Driven by falling commodities prices and lowest inflation, stocks appeared bullish and gained 266.91 points or 0.85 percent to reach 31,566.63 points in early trading on Tuesday. The benchmark KSE 100-index kept ticking upward and consolidated its position, boosting confidence of the investors. The market opened at the overnight closing of 31299.72 points and remained on positive noted.

Analysts and experts attributed the bullish trend to falling prices of commodities, especially the oil and lowest inflation which was at six years low. They said that rising political noise and major fall in global crude oil prices kept selling pressure in oil sector amid fears for inventory losses.
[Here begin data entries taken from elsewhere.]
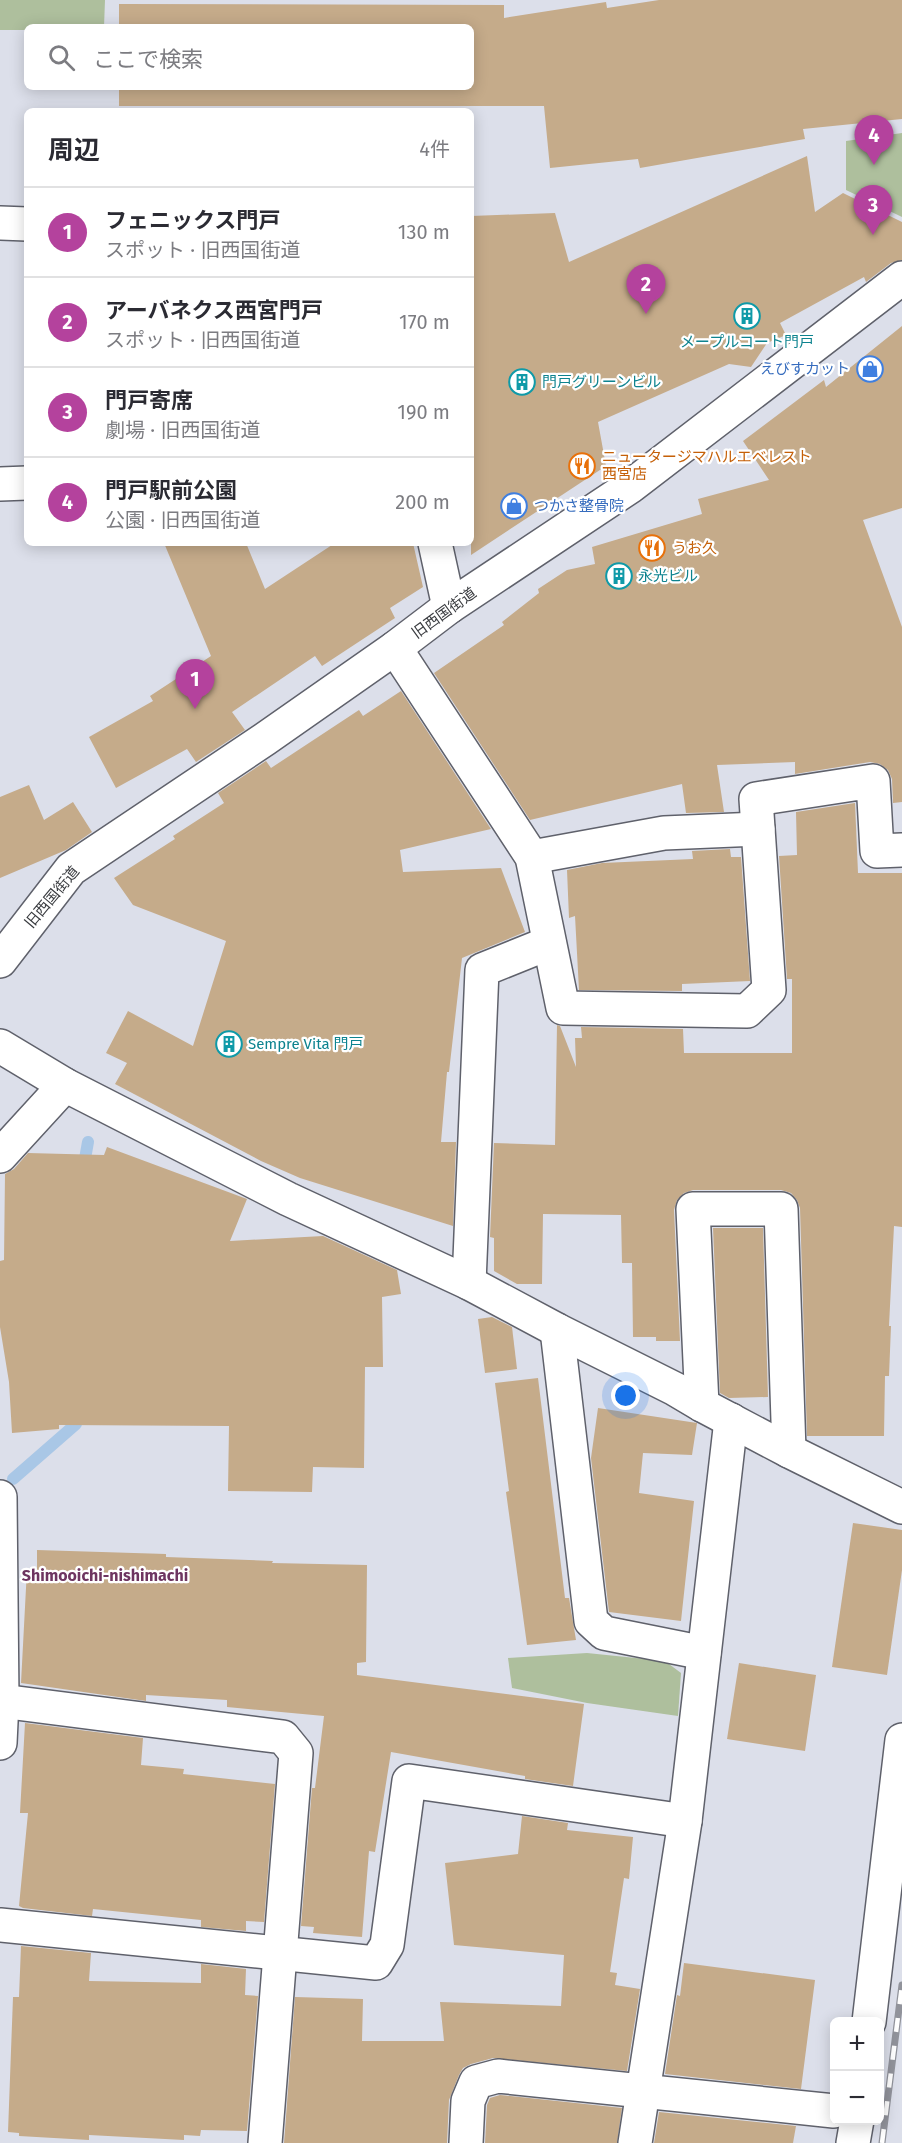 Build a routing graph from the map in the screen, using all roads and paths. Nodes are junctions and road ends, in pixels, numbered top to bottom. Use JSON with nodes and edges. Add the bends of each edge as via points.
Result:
{"nodes":[{"id":1,"x":0,"y":223,"type":"edge"},
{"id":2,"x":24,"y":224,"type":"edge"},
{"id":3,"x":902,"y":278,"type":"edge"},
{"id":4,"x":24,"y":483,"type":"edge"},
{"id":5,"x":0,"y":484,"type":"edge"},
{"id":6,"x":436,"y":546,"type":"edge"},
{"id":7,"x":449,"y":607,"type":"junction"},
{"id":8,"x":395,"y":648,"type":"junction"},
{"id":9,"x":758,"y":829,"type":"junction"},
{"id":10,"x":902,"y":850,"type":"edge"},
{"id":11,"x":532,"y":856,"type":"junction"},
{"id":12,"x":549,"y":943,"type":"junction"},
{"id":13,"x":0,"y":961,"type":"edge"},
{"id":14,"x":0,"y":1047,"type":"edge"},
{"id":15,"x":65,"y":1085,"type":"junction"},
{"id":16,"x":0,"y":1156,"type":"edge"},
{"id":17,"x":469,"y":1283,"type":"junction"},
{"id":18,"x":557,"y":1330,"type":"junction"},
{"id":19,"x":702,"y":1406,"type":"junction"},
{"id":20,"x":731,"y":1420,"type":"junction"},
{"id":21,"x":789,"y":1451,"type":"junction"},
{"id":22,"x":0,"y":1497,"type":"edge"},
{"id":23,"x":902,"y":1507,"type":"edge"},
{"id":24,"x":0,"y":1614,"type":"edge"},
{"id":25,"x":704,"y":1653,"type":"junction"},
{"id":26,"x":2,"y":1701,"type":"edge"},
{"id":27,"x":902,"y":1740,"type":"edge"},
{"id":28,"x":0,"y":1743,"type":"edge"},
{"id":29,"x":685,"y":1821,"type":"junction"},
{"id":30,"x":0,"y":1925,"type":"edge"},
{"id":31,"x":279,"y":1954,"type":"junction"},
{"id":32,"x":870,"y":2017,"type":"edge"},
{"id":33,"x":642,"y":2092,"type":"junction"},
{"id":34,"x":830,"y":2111,"type":"edge"},
{"id":35,"x":856,"y":2125,"type":"edge"},
{"id":36,"x":266,"y":2143,"type":"edge"},
{"id":37,"x":466,"y":2143,"type":"edge"},
{"id":38,"x":635,"y":2143,"type":"edge"},
{"id":39,"x":853,"y":2143,"type":"edge"}],
"edges":[{"from":1,"to":2,"type":"street"},
{"from":3,"to":7,"type":"street","name":"旧西国街道","via":[[631,486]]},
{"from":4,"to":5,"type":"street"},
{"from":6,"to":7,"type":"street"},
{"from":7,"to":8,"type":"street","name":"旧西国街道"},
{"from":8,"to":11,"type":"street"},
{"from":8,"to":13,"type":"street","name":"旧西国街道","via":[[71,869]]},
{"from":9,"to":10,"type":"street","via":[[756,800],[873,781],[877,851]]},
{"from":9,"to":11,"type":"street","via":[[664,833]]},
{"from":9,"to":12,"type":"street","via":[[769,990],[747,1011],[562,1008]]},
{"from":11,"to":12,"type":"street"},
{"from":12,"to":17,"type":"street","via":[[482,970]]},
{"from":14,"to":15,"type":"street"},
{"from":15,"to":16,"type":"street"},
{"from":15,"to":17,"type":"street","via":[[288,1199]]},
{"from":17,"to":18,"type":"street"},
{"from":18,"to":19,"type":"street"},
{"from":18,"to":25,"type":"street","via":[[591,1620],[604,1633]]},
{"from":19,"to":20,"type":"street"},
{"from":19,"to":21,"type":"street","via":[[693,1209],[781,1209]]},
{"from":20,"to":21,"type":"street"},
{"from":20,"to":25,"type":"street"},
{"from":21,"to":23,"type":"street"},
{"from":22,"to":24,"type":"street"},
{"from":24,"to":26,"type":"street"},
{"from":25,"to":29,"type":"street"},
{"from":26,"to":28,"type":"street"},
{"from":26,"to":31,"type":"street","via":[[284,1737],[296,1753]]},
{"from":27,"to":32,"type":"street"},
{"from":29,"to":31,"type":"street","via":[[409,1781],[387,1946],[376,1963]]},
{"from":29,"to":33,"type":"street"},
{"from":30,"to":31,"type":"street"},
{"from":31,"to":36,"type":"street"},
{"from":33,"to":34,"type":"street"},
{"from":33,"to":37,"type":"street","via":[[498,2076],[476,2082],[468,2101]]},
{"from":33,"to":38,"type":"street"},
{"from":35,"to":39,"type":"street"}]}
The Karachi Stock Exchange benchmark KSE 100-index gained 192.01 points or 0.61 percent to reach 31872.73 points and volume of 257,480,050 shares on Wednesday. Buoyant Karachi Stock Exchange continued its march toward historic high of 32,000 steadily as benchmark KSE 100-index added another 213.01 points or 0.67 to scores tally, taking it to 31893.17 points till midday trading. Easing political concerns, cut in POL prices and lowest CPI inflation buoyed up stocks, giving impetus to Karachi

Stock Exchange benchmark 100-index rose high. The analysts and experts attribute the bullish trend to expectations for SBP discount rate cut, fall in rates NSS rates and easing political concerns after PTI altered dates for protests played a catalyst role in bullish activity at KSE.

The Karachi Stock Exchange benchmark KSE 100-index gained 218.20 points or 0.68 percent to reach 32090.93 points and volume of 270,543,210 shares on Thursday. The market opened on a positive note and kept crawled up to close the gap to its all-time high 32,000-level and never looked behind, setting eyes on new highs. Bull-run kept the Karachi Stock Exchange fly high steadily towards new heights as benchmark KSE 100-index gained 275.01 points or 0.86 percent to climb up to 32,147.74 points till midday trading. The fresh gains added to buoyancy in the market, giving impetus to 100-index ticking upwards to take the tally upwards from the overnight closing of 31,872.73.
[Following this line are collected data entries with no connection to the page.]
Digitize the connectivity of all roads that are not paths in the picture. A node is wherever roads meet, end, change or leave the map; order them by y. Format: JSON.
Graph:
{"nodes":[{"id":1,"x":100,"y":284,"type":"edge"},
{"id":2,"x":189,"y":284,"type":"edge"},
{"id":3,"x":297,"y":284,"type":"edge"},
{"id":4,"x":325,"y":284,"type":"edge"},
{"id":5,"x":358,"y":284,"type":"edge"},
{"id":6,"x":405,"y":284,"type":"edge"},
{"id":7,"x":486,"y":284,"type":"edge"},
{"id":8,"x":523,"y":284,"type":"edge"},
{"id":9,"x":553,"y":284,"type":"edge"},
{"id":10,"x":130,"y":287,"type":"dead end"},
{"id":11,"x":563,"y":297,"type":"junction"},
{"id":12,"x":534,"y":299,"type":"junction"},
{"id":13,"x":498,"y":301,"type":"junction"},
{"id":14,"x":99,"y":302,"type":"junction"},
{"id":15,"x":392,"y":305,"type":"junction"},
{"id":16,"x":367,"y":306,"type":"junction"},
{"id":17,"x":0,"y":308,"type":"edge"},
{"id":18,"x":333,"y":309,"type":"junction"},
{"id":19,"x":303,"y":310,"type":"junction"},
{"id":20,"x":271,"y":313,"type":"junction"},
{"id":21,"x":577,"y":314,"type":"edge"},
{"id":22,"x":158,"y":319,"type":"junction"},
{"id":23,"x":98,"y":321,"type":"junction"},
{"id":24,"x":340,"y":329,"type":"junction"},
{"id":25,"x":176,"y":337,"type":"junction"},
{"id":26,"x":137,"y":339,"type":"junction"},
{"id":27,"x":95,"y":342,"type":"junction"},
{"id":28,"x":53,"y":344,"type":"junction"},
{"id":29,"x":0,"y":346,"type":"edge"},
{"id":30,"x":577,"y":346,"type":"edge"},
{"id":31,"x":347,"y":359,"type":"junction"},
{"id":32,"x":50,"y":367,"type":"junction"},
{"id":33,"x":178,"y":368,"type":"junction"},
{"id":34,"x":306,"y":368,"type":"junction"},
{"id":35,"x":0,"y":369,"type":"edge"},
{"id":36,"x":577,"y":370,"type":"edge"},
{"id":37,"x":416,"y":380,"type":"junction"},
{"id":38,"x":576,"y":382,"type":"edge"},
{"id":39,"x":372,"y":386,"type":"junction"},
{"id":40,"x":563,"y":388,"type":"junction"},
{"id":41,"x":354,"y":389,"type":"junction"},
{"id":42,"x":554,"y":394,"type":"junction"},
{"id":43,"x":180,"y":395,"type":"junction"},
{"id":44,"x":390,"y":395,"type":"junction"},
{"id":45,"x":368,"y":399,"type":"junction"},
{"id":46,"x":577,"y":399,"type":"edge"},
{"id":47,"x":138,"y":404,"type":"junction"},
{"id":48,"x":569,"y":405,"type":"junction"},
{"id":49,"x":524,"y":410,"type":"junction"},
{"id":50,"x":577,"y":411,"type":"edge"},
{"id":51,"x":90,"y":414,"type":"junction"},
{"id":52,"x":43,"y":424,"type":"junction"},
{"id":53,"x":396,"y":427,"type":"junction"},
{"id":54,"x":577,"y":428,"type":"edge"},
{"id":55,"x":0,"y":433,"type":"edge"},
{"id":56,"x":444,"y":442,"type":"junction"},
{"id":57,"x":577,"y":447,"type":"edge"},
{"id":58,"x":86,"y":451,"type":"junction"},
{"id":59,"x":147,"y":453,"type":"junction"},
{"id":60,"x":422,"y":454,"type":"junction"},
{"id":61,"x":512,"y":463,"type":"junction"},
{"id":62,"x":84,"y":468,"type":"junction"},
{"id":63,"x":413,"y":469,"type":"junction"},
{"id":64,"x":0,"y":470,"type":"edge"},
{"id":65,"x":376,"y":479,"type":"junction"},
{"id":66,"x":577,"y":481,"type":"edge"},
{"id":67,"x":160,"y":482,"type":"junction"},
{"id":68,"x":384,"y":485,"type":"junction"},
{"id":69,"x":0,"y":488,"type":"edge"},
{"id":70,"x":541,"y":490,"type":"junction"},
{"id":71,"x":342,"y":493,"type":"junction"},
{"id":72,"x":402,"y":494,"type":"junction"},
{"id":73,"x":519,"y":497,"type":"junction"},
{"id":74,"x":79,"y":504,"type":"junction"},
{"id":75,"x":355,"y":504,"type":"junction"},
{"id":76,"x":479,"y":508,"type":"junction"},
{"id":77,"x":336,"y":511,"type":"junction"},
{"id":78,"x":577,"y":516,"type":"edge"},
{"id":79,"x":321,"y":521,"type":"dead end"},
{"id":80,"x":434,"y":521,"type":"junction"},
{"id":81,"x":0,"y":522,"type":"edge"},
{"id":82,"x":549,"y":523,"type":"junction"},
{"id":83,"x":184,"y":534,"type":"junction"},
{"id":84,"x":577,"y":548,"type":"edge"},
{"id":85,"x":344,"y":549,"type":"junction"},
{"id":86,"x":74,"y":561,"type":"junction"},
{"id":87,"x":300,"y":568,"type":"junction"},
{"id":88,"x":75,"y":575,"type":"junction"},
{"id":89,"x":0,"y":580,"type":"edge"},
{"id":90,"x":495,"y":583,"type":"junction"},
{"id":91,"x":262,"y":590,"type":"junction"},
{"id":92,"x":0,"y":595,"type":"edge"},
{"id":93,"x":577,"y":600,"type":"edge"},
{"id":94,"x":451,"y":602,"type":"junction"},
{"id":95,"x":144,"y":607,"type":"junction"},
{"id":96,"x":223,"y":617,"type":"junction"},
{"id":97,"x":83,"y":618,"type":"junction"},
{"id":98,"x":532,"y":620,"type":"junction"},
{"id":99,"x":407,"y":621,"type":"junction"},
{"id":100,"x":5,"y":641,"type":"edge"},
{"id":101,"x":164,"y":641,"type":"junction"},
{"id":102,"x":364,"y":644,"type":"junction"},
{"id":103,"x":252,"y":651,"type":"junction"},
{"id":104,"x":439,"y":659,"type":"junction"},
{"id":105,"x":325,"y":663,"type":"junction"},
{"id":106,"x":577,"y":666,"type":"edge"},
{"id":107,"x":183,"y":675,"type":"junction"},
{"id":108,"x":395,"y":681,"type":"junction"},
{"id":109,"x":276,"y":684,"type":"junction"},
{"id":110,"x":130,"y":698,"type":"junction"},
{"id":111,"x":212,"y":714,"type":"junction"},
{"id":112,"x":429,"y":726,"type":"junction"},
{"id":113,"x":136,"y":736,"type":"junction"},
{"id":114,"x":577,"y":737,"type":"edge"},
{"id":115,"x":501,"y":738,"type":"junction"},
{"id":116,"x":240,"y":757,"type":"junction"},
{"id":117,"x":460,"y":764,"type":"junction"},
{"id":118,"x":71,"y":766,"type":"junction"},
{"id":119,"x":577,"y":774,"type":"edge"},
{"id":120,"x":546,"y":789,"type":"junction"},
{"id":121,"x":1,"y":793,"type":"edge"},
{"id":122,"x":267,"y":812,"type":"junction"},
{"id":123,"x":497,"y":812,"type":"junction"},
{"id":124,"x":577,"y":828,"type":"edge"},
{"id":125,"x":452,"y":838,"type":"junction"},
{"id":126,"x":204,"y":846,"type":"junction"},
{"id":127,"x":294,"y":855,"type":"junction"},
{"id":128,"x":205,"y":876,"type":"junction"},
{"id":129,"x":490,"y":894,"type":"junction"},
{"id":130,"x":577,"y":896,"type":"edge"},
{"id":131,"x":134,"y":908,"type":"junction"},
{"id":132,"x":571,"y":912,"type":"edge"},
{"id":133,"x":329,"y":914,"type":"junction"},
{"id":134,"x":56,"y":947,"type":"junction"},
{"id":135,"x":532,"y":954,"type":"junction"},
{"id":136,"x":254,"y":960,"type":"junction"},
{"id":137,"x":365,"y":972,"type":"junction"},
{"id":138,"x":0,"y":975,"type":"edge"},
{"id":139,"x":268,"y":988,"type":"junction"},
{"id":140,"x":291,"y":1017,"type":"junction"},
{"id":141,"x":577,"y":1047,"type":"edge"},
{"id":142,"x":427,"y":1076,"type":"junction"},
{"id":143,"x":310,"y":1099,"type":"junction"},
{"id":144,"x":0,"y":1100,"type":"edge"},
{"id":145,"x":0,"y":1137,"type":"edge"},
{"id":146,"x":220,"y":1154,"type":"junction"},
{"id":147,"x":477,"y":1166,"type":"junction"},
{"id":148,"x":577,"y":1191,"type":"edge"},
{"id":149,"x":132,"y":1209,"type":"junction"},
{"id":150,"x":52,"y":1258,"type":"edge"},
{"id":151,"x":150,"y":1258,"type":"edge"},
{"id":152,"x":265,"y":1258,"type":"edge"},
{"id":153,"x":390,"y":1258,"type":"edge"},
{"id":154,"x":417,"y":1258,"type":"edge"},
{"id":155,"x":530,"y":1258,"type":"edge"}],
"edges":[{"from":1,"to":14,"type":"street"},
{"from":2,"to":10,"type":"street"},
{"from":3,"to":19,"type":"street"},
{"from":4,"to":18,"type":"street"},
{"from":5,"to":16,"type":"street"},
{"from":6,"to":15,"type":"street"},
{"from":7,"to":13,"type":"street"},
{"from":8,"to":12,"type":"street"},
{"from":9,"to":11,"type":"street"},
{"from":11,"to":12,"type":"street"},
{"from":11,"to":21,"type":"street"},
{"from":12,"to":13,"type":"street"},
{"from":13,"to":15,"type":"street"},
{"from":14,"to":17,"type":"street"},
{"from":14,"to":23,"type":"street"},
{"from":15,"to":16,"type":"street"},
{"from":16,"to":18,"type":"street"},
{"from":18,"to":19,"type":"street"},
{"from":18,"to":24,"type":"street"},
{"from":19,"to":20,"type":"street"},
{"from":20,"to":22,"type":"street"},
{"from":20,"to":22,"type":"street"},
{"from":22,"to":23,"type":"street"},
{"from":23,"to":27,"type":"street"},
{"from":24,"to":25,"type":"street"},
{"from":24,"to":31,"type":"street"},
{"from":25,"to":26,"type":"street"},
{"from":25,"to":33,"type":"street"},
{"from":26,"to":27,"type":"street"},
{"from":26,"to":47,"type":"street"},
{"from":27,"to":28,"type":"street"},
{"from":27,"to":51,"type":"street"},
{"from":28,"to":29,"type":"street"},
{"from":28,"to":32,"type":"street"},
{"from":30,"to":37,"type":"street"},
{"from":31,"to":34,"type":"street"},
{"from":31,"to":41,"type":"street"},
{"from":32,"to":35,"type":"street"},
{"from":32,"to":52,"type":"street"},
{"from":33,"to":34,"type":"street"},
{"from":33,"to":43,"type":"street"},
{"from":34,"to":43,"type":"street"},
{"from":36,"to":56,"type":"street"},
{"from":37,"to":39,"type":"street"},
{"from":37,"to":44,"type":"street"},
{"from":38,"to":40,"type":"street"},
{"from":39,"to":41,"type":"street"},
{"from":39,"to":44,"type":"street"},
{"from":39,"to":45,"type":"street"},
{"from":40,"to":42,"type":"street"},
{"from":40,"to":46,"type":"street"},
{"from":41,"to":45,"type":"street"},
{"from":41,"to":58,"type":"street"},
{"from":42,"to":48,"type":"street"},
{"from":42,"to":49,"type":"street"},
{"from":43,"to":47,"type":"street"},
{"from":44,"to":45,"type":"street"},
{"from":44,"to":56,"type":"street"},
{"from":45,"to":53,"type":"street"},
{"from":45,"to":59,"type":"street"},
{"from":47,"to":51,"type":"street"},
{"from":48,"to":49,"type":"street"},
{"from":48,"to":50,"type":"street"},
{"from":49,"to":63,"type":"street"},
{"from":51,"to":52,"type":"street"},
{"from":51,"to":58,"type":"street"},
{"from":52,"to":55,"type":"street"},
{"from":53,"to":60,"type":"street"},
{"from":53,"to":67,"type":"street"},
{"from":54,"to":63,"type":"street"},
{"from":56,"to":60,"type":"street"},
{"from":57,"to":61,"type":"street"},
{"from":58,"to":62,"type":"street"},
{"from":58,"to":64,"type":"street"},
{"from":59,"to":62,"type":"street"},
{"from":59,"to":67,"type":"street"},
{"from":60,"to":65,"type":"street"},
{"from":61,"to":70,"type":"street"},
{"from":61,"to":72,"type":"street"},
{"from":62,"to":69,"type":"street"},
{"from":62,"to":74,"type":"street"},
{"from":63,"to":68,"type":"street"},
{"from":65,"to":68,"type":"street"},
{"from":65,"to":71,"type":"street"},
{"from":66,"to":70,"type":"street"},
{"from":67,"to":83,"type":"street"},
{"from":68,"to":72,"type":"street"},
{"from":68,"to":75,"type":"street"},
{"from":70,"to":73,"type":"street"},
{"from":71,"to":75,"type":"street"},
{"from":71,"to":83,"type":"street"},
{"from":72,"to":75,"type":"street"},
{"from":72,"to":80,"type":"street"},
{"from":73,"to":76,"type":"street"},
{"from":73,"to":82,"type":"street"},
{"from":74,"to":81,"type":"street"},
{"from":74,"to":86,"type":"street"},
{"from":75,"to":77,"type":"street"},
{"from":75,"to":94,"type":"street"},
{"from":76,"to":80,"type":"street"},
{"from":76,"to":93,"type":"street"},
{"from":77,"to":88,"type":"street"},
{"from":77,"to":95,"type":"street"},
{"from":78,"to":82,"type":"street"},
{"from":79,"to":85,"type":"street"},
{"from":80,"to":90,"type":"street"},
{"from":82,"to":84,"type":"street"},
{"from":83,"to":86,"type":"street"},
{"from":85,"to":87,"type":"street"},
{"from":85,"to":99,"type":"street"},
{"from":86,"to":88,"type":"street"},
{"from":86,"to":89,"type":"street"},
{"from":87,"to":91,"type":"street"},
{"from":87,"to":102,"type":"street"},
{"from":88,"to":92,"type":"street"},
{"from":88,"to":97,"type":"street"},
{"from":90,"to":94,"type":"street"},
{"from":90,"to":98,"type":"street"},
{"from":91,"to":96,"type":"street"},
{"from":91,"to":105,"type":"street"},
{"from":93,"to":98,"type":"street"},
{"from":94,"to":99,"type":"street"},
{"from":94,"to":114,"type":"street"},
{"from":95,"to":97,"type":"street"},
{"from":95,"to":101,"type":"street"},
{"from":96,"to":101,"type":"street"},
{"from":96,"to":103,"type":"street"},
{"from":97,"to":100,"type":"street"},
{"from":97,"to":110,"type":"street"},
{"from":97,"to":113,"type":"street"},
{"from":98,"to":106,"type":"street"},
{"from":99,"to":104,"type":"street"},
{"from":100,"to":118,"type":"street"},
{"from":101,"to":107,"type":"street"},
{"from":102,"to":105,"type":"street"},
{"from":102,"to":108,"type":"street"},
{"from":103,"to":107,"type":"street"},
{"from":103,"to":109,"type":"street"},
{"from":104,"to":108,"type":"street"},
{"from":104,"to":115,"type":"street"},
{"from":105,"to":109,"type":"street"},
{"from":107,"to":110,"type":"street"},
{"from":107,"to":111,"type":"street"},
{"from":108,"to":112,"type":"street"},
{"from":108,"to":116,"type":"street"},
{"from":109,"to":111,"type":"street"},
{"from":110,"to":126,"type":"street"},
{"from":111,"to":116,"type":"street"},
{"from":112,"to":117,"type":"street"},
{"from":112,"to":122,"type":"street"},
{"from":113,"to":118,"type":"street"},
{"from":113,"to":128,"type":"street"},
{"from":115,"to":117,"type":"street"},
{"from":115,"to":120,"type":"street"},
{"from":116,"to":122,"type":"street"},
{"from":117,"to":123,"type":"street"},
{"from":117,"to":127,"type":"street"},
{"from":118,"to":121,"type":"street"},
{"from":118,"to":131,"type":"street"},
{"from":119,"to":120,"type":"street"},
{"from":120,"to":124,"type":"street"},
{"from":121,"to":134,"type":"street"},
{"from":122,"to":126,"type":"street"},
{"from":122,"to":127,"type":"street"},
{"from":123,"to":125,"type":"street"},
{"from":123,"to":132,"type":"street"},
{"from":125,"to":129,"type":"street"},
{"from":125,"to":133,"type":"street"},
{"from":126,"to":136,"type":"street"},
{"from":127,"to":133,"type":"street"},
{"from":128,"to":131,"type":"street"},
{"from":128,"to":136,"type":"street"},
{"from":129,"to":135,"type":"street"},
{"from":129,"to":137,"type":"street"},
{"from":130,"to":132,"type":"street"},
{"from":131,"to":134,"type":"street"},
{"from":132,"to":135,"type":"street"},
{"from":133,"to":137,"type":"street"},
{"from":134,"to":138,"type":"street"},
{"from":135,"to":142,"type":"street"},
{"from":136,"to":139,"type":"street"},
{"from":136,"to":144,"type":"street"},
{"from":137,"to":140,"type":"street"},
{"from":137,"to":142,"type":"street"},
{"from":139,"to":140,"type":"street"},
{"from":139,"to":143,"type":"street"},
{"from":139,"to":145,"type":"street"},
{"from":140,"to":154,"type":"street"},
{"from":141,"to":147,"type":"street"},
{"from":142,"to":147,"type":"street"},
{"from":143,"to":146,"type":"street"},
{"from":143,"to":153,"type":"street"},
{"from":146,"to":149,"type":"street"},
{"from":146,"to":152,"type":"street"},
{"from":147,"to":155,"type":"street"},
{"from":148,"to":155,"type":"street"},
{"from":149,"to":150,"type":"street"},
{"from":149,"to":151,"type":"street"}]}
The experts believed that investors’ sentiments received a big boost after the cooling off in political temperature as the government and the major political party in protest expressed willingness to sit around table.

As a whole 33.55 per cent of companies witnessed increase in their shares while 27.30 per cent lost their share value and 3.12 percent companies remained stable. High and Low were 32237.24 and 31872.73 respectively. Total volume traded in the market was 270,543,210 shares.

The Karachi Stock Exchange benchmark KSE 100-index gained 60.77 points or 0.19 percent to reach 32151.70 points and volume of 194,562,640 shares on last day of trading, Friday.

The market opened on a positive at the overnight closing of 32090.93 points, and remained buoyant, going up in a steady manner. The sentiments appeared cheering and huge activities were witnessed at the market, although it is the last day of trading week.

The market is responding to certain positive developments including low inflation, which was followed by cut in interest rate, improved liquidity in market and the investors’ improved risk perception. Market players asserted that even at the current high the market capitalisation to GDP ratio of KSE was 30 per cent, compared to 45pc in 2008 before the global market crisis.

As a whole 34.05 per cent of companies witnessed increase in their shares while 25.82 percent lost their share value and 3.62 percent companies remained stable. High and Low were 32315.56 and 32083.63 respectively. Total volume traded in the market was 194,562,640 shares.

Experts and analysts believed that low inflation, which had given rise to discount rate cut and possibility of further decline in inflation with further rate cut was the major market booster for investors’ visualised sharp growth in profitability of market across all sectors, particularly those with big loans on their balance sheets. They, however, cautioned that the investors should not be carried away by the galloping rise in index for the valuations had turned ‘tough’.